§ **WHAT YOU SHOULD DO**: Your copy must hold all of the data below, unchanged and without images.

§ **Stored records**:
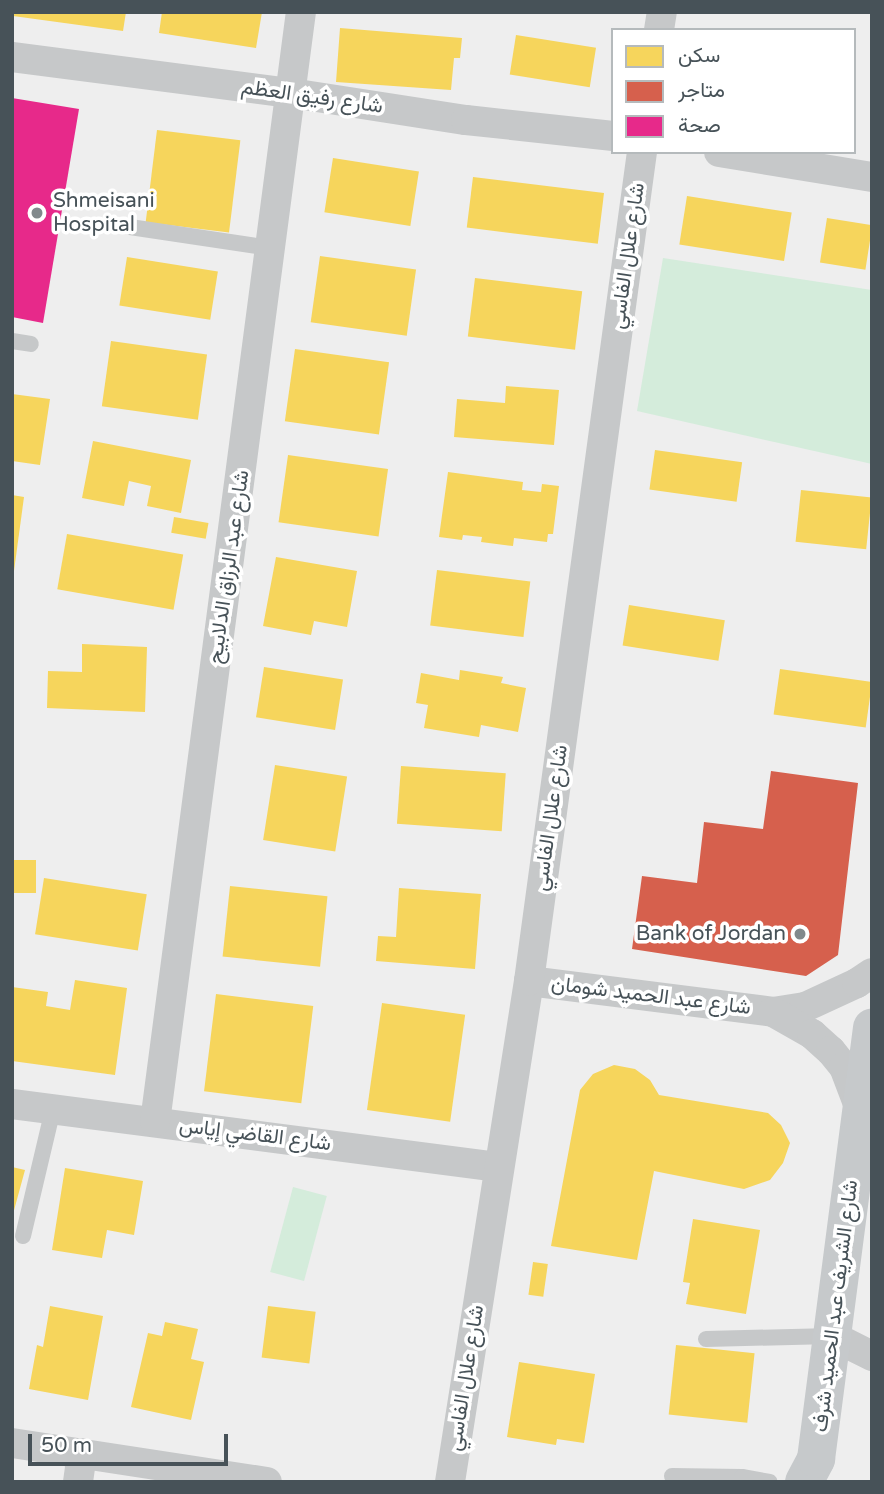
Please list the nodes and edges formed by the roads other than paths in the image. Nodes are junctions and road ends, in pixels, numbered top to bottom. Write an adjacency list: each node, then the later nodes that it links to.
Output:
1 (301, 12): 3 (street, شارع عبد الرزاق الدلابيح)
2 (12, 57): 3 (street, شارع رفيق العظم)
3 (291, 93): 4 (street, شارع رفيق العظم); 9 (street, شارع عبد الرزاق الدلابيح)
4 (611, 136)
5 (642, 154): 13 (street, شارع علال الفاسي)
6 (731, 154): 7 (street)
7 (872, 177)
8 (130, 227): 9 (lane)
9 (271, 248): 19 (street, شارع عبد الرزاق الدلابيح)
10 (12, 341): 11 (lane)
11 (31, 344)
12 (872, 973): 14 (street, شارع عبد الحميد شومان)
13 (529, 981): 14 (street, شارع عبد الحميد شومان); 20 (street, شارع علال الفاسي)
14 (773, 1012): 18 (street, شارع عبد الحميد شومان)
15 (871, 1041): 18 (street, شارع الشريف عبد الحميد شرف)
16 (12, 1104): 17 (street, شارع القاضي إياس)
17 (53, 1109): 19 (street, شارع القاضي إياس); 21 (lane)
18 (860, 1109): 22 (street, شارع الشريف عبد الحميد شرف)
19 (155, 1122): 20 (street, شارع القاضي إياس)
20 (497, 1167): 30 (street, شارع علال الفاسي)
21 (23, 1236)
22 (832, 1336): 23 (lane); 24 (street); 27 (street, شارع الشريف عبد الحميد شرف)
23 (706, 1339)
24 (872, 1356)
25 (12, 1443): 26 (street)
26 (80, 1468): 29 (street)
27 (814, 1474)
28 (673, 1476): 31 (lane)
29 (267, 1482)
30 (450, 1482)
31 (770, 1482)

§ **RESPONSE**:
Please list the nodes and edges formed by the roads other than paths in the image. Nodes are junctions and road ends, in pixels, numbered top to bottom. Write an adjacency list: each node, then the later nodes that it links to.
Output:
1 (301, 12): 3 (street, شارع عبد الرزاق الدلابيح)
2 (12, 57): 3 (street, شارع رفيق العظم)
3 (291, 93): 4 (street, شارع رفيق العظم); 9 (street, شارع عبد الرزاق الدلابيح)
4 (611, 136)
5 (642, 154): 13 (street, شارع علال الفاسي)
6 (731, 154): 7 (street)
7 (872, 177)
8 (130, 227): 9 (lane)
9 (271, 248): 19 (street, شارع عبد الرزاق الدلابيح)
10 (12, 341): 11 (lane)
11 (31, 344)
12 (872, 973): 14 (street, شارع عبد الحميد شومان)
13 (529, 981): 14 (street, شارع عبد الحميد شومان); 20 (street, شارع علال الفاسي)
14 (773, 1012): 18 (street, شارع عبد الحميد شومان)
15 (871, 1041): 18 (street, شارع الشريف عبد الحميد شرف)
16 (12, 1104): 17 (street, شارع القاضي إياس)
17 (53, 1109): 19 (street, شارع القاضي إياس); 21 (lane)
18 (860, 1109): 22 (street, شارع الشريف عبد الحميد شرف)
19 (155, 1122): 20 (street, شارع القاضي إياس)
20 (497, 1167): 30 (street, شارع علال الفاسي)
21 (23, 1236)
22 (832, 1336): 23 (lane); 24 (street); 27 (street, شارع الشريف عبد الحميد شرف)
23 (706, 1339)
24 (872, 1356)
25 (12, 1443): 26 (street)
26 (80, 1468): 29 (street)
27 (814, 1474)
28 (673, 1476): 31 (lane)
29 (267, 1482)
30 (450, 1482)
31 (770, 1482)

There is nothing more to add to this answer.